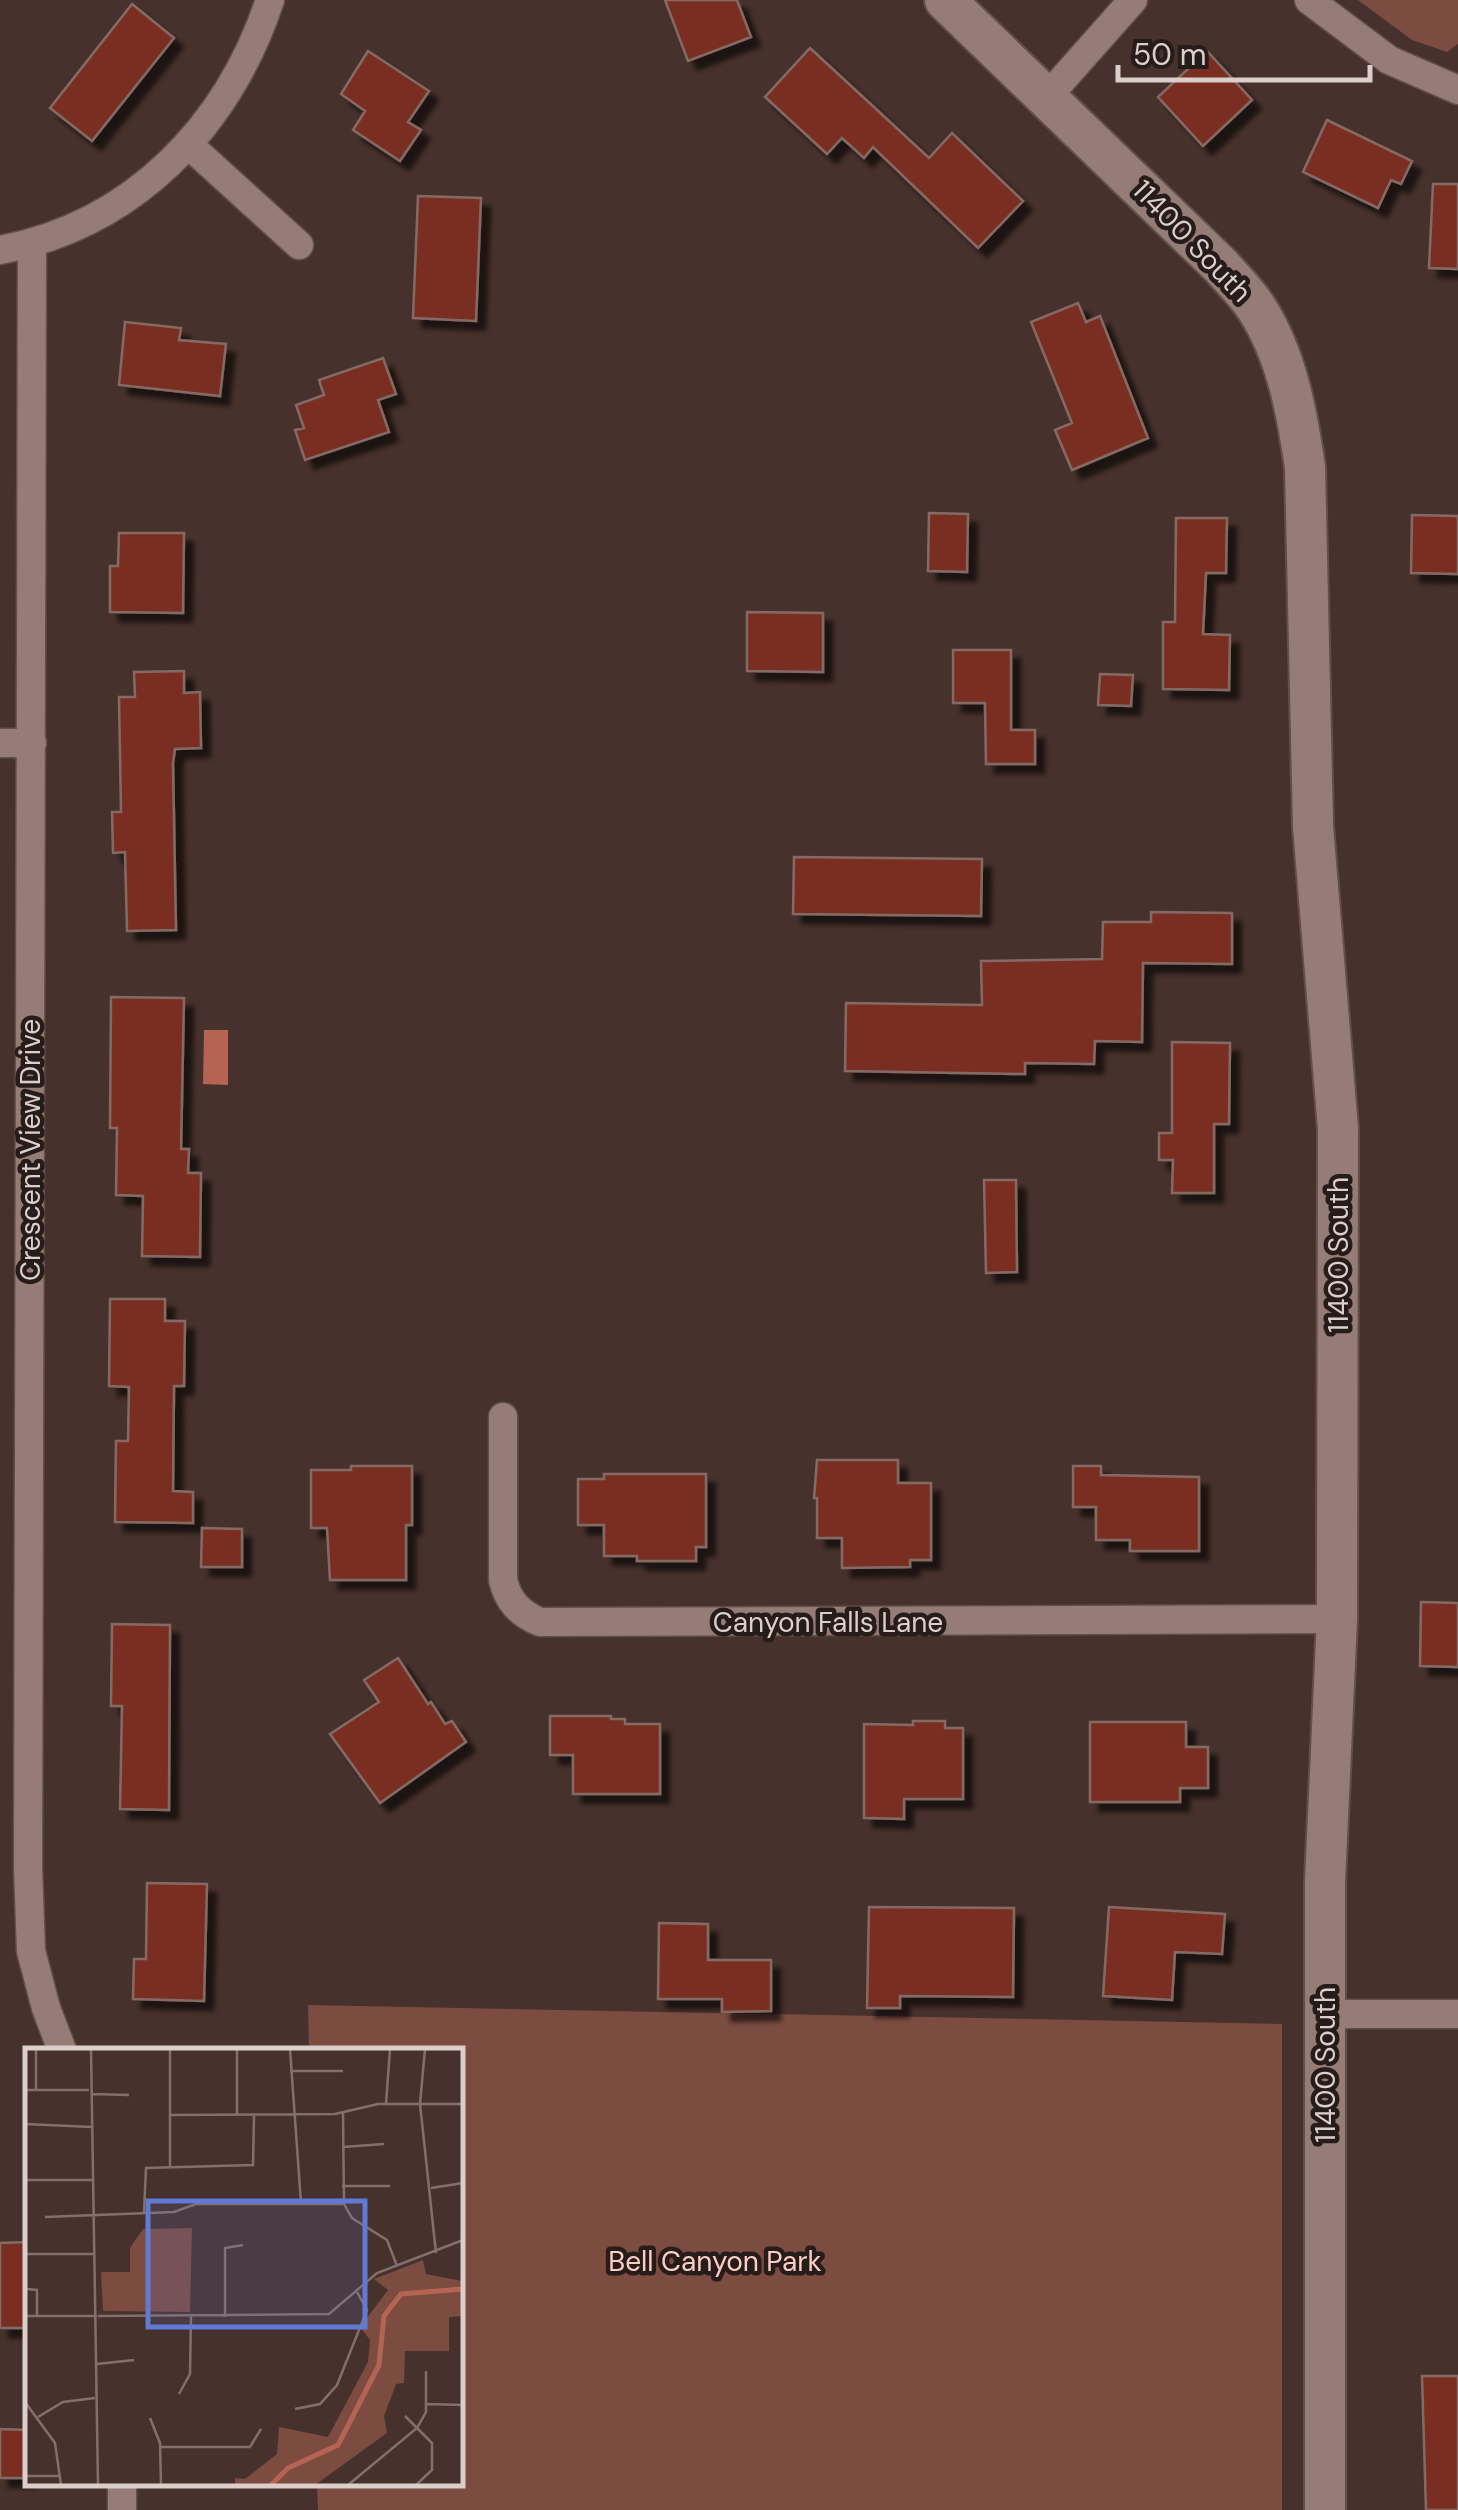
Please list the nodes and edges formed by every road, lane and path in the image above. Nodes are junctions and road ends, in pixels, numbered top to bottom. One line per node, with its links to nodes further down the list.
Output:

______

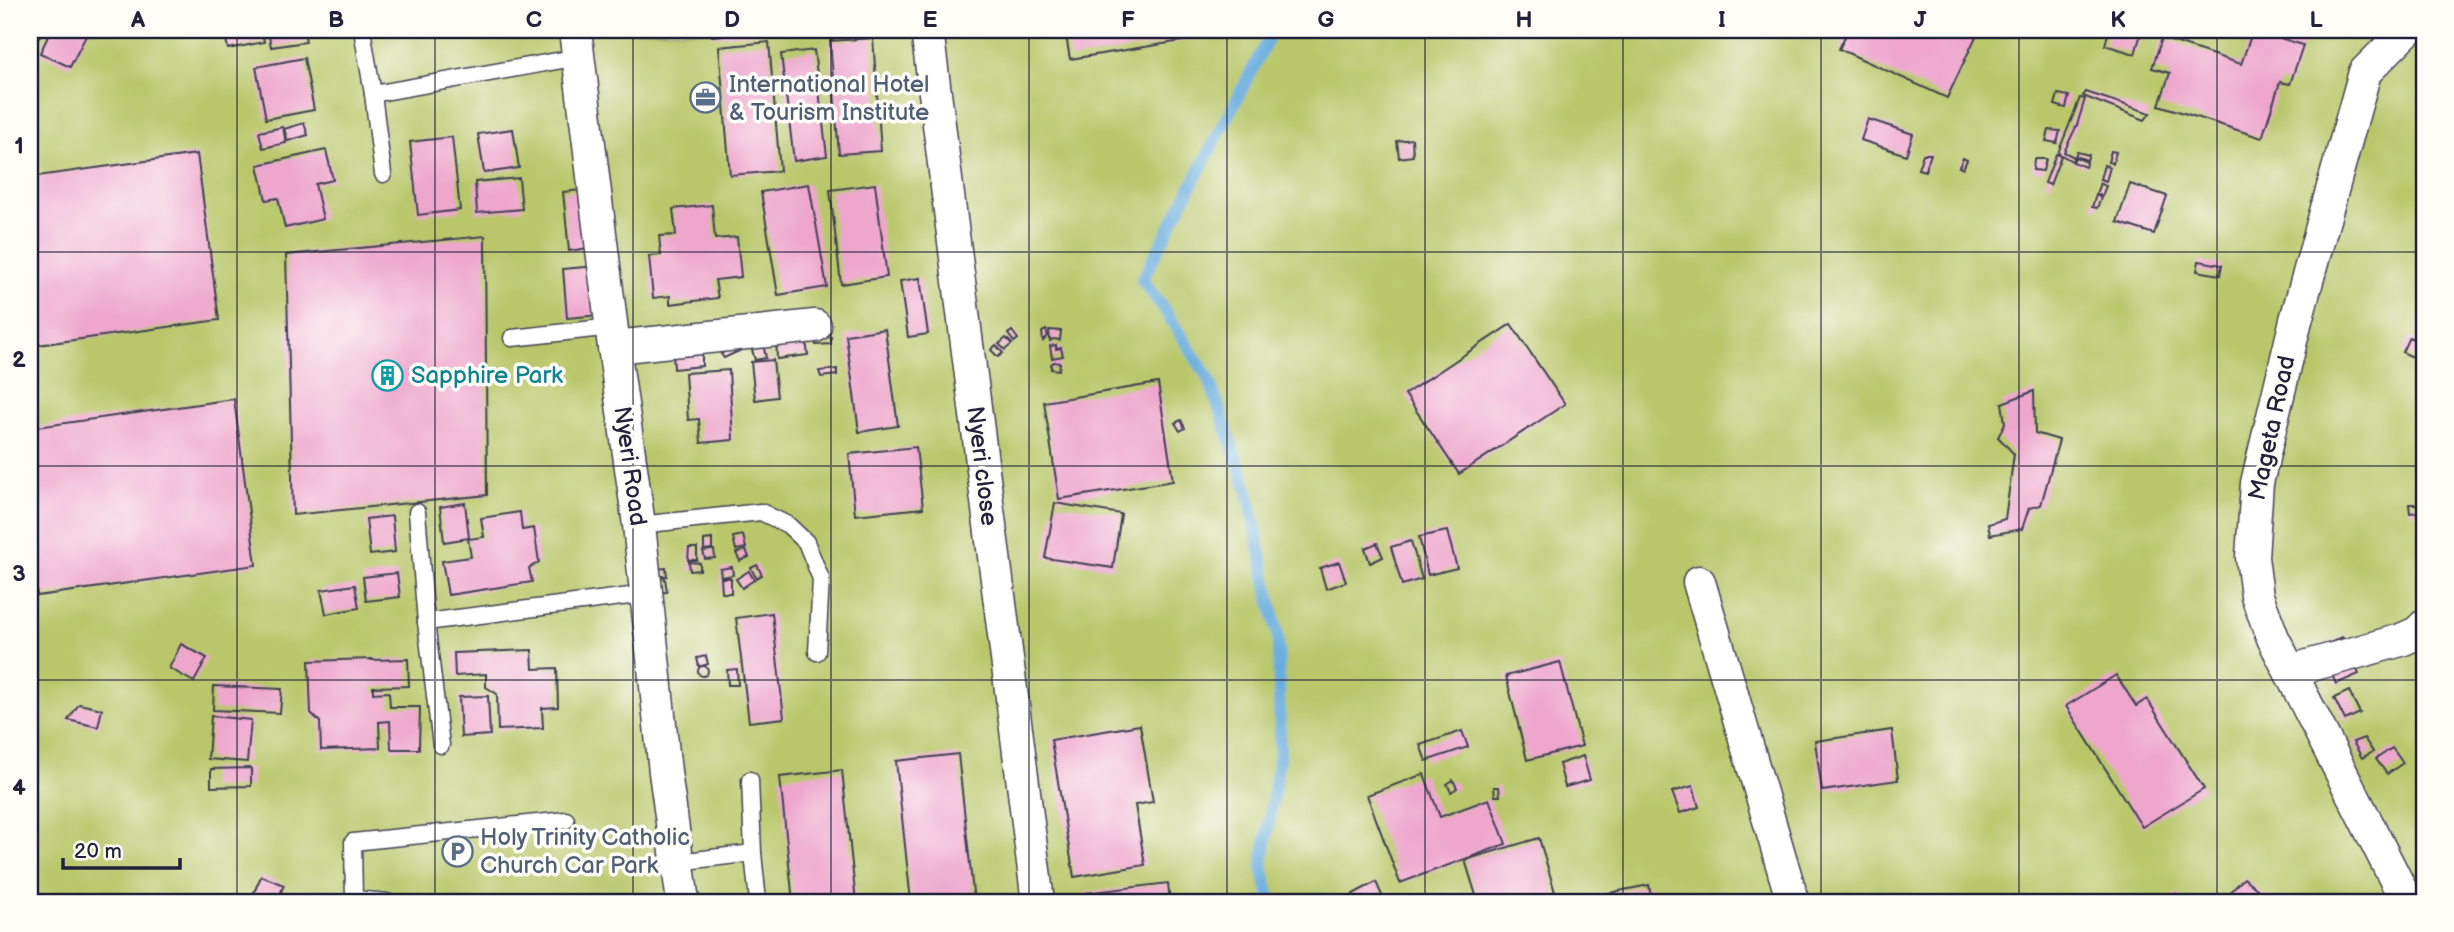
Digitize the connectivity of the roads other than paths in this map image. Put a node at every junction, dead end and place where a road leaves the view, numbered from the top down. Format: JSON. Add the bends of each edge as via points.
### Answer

______

Working from the records above, tally the lines that contain "down" and give only the total.

2